[Stored data entries]
= = = = = = =
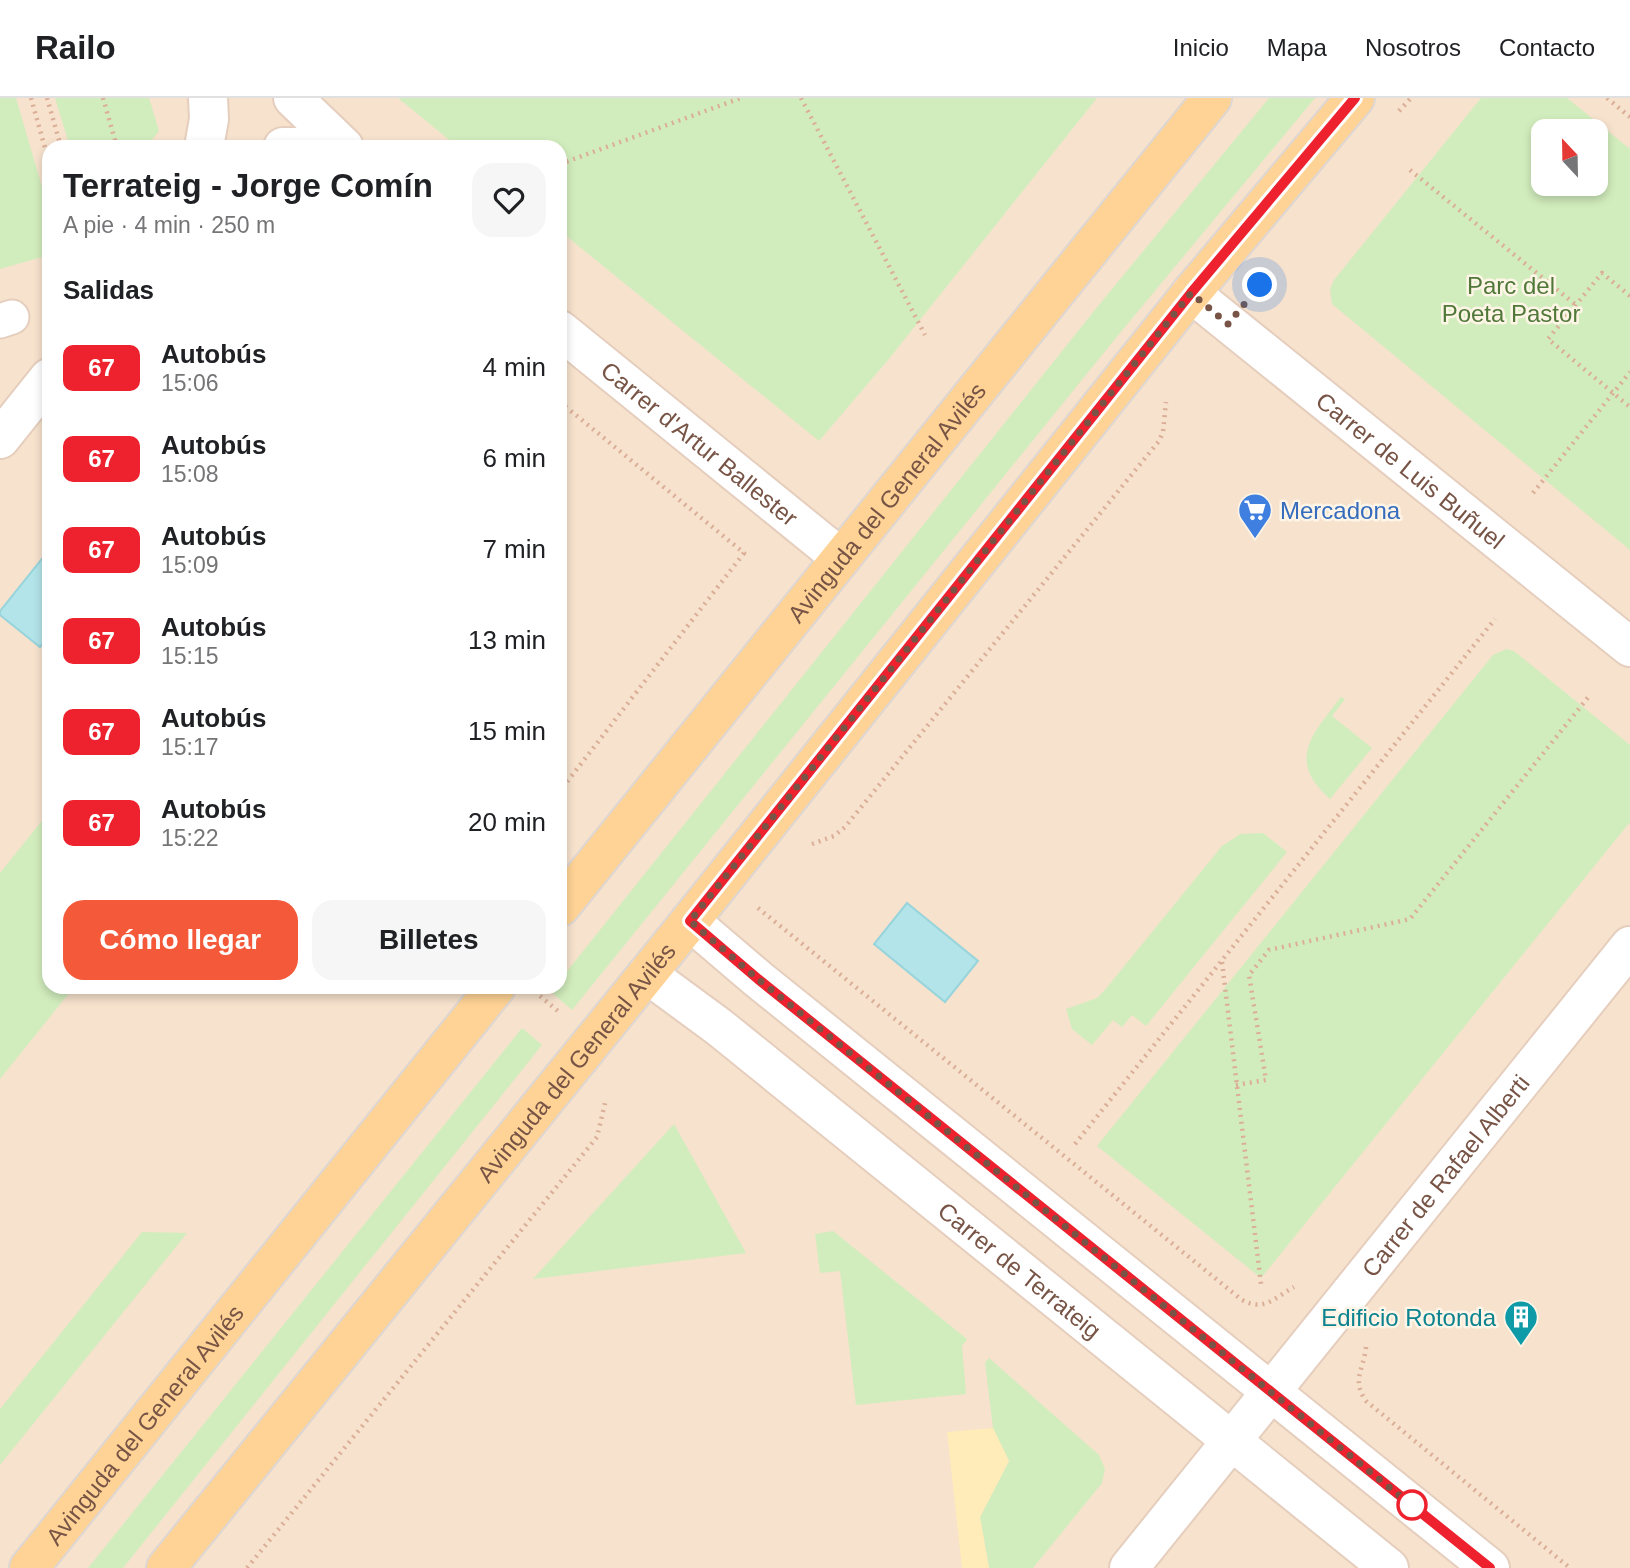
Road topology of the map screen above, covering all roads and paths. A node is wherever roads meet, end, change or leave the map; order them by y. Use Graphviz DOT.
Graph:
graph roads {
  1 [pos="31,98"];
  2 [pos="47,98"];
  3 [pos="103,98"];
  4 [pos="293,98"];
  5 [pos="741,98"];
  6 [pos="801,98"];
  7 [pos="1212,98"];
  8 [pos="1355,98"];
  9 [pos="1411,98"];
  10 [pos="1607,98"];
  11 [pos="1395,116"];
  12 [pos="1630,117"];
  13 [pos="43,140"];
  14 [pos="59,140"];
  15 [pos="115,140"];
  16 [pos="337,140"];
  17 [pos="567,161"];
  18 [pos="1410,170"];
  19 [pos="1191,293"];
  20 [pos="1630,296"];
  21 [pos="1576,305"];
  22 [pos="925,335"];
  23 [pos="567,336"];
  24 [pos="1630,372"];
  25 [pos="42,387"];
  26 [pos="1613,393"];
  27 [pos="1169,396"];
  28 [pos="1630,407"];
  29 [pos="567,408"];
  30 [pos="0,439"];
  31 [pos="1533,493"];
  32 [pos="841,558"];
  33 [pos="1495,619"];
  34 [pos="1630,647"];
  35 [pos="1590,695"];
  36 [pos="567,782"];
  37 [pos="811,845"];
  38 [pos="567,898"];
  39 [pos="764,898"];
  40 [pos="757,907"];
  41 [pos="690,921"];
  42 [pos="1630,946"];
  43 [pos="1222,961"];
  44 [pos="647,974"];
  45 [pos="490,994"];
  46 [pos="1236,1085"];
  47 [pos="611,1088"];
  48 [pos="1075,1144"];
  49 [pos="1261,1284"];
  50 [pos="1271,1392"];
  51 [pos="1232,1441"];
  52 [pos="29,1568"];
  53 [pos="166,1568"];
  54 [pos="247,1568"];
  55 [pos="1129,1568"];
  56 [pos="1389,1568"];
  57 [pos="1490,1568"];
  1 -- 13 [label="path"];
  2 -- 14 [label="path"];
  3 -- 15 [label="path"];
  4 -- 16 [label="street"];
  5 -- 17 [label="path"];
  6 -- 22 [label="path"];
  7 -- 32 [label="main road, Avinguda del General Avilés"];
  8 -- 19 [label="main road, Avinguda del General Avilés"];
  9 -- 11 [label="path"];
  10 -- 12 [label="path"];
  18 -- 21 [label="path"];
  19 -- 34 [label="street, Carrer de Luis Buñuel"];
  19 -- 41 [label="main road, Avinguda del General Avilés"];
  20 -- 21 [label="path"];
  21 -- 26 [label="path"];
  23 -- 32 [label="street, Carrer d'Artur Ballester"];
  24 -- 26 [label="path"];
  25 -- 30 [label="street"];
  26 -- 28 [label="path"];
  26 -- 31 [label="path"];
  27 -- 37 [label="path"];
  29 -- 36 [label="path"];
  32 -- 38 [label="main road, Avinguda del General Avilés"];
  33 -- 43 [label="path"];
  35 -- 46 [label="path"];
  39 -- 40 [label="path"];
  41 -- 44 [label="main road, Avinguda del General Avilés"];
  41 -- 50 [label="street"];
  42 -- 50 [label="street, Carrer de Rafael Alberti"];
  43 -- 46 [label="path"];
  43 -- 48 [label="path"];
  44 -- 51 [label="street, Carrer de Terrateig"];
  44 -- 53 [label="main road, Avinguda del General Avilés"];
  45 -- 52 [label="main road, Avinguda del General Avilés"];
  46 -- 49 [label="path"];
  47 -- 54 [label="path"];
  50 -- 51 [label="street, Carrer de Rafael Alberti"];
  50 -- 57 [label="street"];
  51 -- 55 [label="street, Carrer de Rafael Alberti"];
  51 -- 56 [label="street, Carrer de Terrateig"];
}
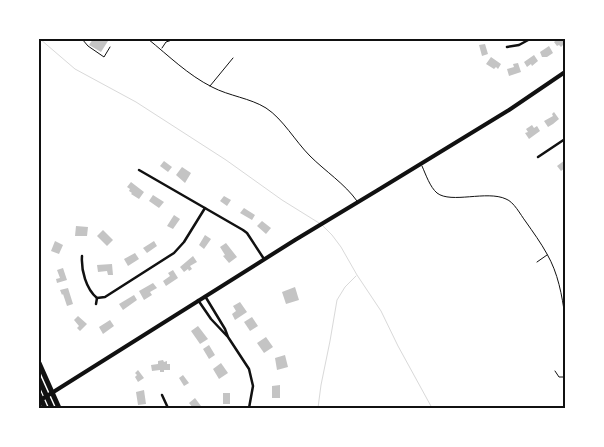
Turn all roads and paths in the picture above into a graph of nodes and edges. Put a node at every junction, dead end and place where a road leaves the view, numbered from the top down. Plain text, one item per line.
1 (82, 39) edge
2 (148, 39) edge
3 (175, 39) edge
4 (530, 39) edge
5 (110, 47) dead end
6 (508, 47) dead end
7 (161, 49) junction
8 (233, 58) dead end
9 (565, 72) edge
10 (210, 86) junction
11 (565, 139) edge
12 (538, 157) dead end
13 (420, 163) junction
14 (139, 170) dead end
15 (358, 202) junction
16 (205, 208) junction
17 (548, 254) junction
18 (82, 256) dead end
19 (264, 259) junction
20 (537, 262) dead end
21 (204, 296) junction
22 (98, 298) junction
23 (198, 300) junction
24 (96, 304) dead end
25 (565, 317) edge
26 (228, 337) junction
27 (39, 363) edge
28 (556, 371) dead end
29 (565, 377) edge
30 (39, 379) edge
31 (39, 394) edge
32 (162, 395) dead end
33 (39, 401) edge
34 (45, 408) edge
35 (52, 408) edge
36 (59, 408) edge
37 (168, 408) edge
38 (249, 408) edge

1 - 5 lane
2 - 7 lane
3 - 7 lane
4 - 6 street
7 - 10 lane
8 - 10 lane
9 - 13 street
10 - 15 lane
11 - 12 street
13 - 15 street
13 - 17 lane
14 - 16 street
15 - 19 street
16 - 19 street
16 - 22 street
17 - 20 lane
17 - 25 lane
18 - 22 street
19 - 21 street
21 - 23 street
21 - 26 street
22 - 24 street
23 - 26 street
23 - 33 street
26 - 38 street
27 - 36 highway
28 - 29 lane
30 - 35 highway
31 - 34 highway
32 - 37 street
= = = = = = =
**Instructions for the task**
The answer must repeat every record exactly, with all pictures left out.

**Output of the exercise**
Road topology of the map screen above, covering all roads and paths. A node is wherever roads meet, end, change or leave the map; order them by y. Use Graphviz DOT.
Graph:
graph roads {
  1 [pos="31,98"];
  2 [pos="47,98"];
  3 [pos="103,98"];
  4 [pos="293,98"];
  5 [pos="741,98"];
  6 [pos="801,98"];
  7 [pos="1212,98"];
  8 [pos="1355,98"];
  9 [pos="1411,98"];
  10 [pos="1607,98"];
  11 [pos="1395,116"];
  12 [pos="1630,117"];
  13 [pos="43,140"];
  14 [pos="59,140"];
  15 [pos="115,140"];
  16 [pos="337,140"];
  17 [pos="567,161"];
  18 [pos="1410,170"];
  19 [pos="1191,293"];
  20 [pos="1630,296"];
  21 [pos="1576,305"];
  22 [pos="925,335"];
  23 [pos="567,336"];
  24 [pos="1630,372"];
  25 [pos="42,387"];
  26 [pos="1613,393"];
  27 [pos="1169,396"];
  28 [pos="1630,407"];
  29 [pos="567,408"];
  30 [pos="0,439"];
  31 [pos="1533,493"];
  32 [pos="841,558"];
  33 [pos="1495,619"];
  34 [pos="1630,647"];
  35 [pos="1590,695"];
  36 [pos="567,782"];
  37 [pos="811,845"];
  38 [pos="567,898"];
  39 [pos="764,898"];
  40 [pos="757,907"];
  41 [pos="690,921"];
  42 [pos="1630,946"];
  43 [pos="1222,961"];
  44 [pos="647,974"];
  45 [pos="490,994"];
  46 [pos="1236,1085"];
  47 [pos="611,1088"];
  48 [pos="1075,1144"];
  49 [pos="1261,1284"];
  50 [pos="1271,1392"];
  51 [pos="1232,1441"];
  52 [pos="29,1568"];
  53 [pos="166,1568"];
  54 [pos="247,1568"];
  55 [pos="1129,1568"];
  56 [pos="1389,1568"];
  57 [pos="1490,1568"];
  1 -- 13 [label="path"];
  2 -- 14 [label="path"];
  3 -- 15 [label="path"];
  4 -- 16 [label="street"];
  5 -- 17 [label="path"];
  6 -- 22 [label="path"];
  7 -- 32 [label="main road, Avinguda del General Avilés"];
  8 -- 19 [label="main road, Avinguda del General Avilés"];
  9 -- 11 [label="path"];
  10 -- 12 [label="path"];
  18 -- 21 [label="path"];
  19 -- 34 [label="street, Carrer de Luis Buñuel"];
  19 -- 41 [label="main road, Avinguda del General Avilés"];
  20 -- 21 [label="path"];
  21 -- 26 [label="path"];
  23 -- 32 [label="street, Carrer d'Artur Ballester"];
  24 -- 26 [label="path"];
  25 -- 30 [label="street"];
  26 -- 28 [label="path"];
  26 -- 31 [label="path"];
  27 -- 37 [label="path"];
  29 -- 36 [label="path"];
  32 -- 38 [label="main road, Avinguda del General Avilés"];
  33 -- 43 [label="path"];
  35 -- 46 [label="path"];
  39 -- 40 [label="path"];
  41 -- 44 [label="main road, Avinguda del General Avilés"];
  41 -- 50 [label="street"];
  42 -- 50 [label="street, Carrer de Rafael Alberti"];
  43 -- 46 [label="path"];
  43 -- 48 [label="path"];
  44 -- 51 [label="street, Carrer de Terrateig"];
  44 -- 53 [label="main road, Avinguda del General Avilés"];
  45 -- 52 [label="main road, Avinguda del General Avilés"];
  46 -- 49 [label="path"];
  47 -- 54 [label="path"];
  50 -- 51 [label="street, Carrer de Rafael Alberti"];
  50 -- 57 [label="street"];
  51 -- 55 [label="street, Carrer de Rafael Alberti"];
  51 -- 56 [label="street, Carrer de Terrateig"];
}
Turn all roads and paths in the picture above into a graph of nodes and edges. Put a node at every junction, dead end and place where a road leaves the view, numbered from the top down. Plain text, one item per line.
1 (82, 39) edge
2 (148, 39) edge
3 (175, 39) edge
4 (530, 39) edge
5 (110, 47) dead end
6 (508, 47) dead end
7 (161, 49) junction
8 (233, 58) dead end
9 (565, 72) edge
10 (210, 86) junction
11 (565, 139) edge
12 (538, 157) dead end
13 (420, 163) junction
14 (139, 170) dead end
15 (358, 202) junction
16 (205, 208) junction
17 (548, 254) junction
18 (82, 256) dead end
19 (264, 259) junction
20 (537, 262) dead end
21 (204, 296) junction
22 (98, 298) junction
23 (198, 300) junction
24 (96, 304) dead end
25 (565, 317) edge
26 (228, 337) junction
27 (39, 363) edge
28 (556, 371) dead end
29 (565, 377) edge
30 (39, 379) edge
31 (39, 394) edge
32 (162, 395) dead end
33 (39, 401) edge
34 (45, 408) edge
35 (52, 408) edge
36 (59, 408) edge
37 (168, 408) edge
38 (249, 408) edge

1 - 5 lane
2 - 7 lane
3 - 7 lane
4 - 6 street
7 - 10 lane
8 - 10 lane
9 - 13 street
10 - 15 lane
11 - 12 street
13 - 15 street
13 - 17 lane
14 - 16 street
15 - 19 street
16 - 19 street
16 - 22 street
17 - 20 lane
17 - 25 lane
18 - 22 street
19 - 21 street
21 - 23 street
21 - 26 street
22 - 24 street
23 - 26 street
23 - 33 street
26 - 38 street
27 - 36 highway
28 - 29 lane
30 - 35 highway
31 - 34 highway
32 - 37 street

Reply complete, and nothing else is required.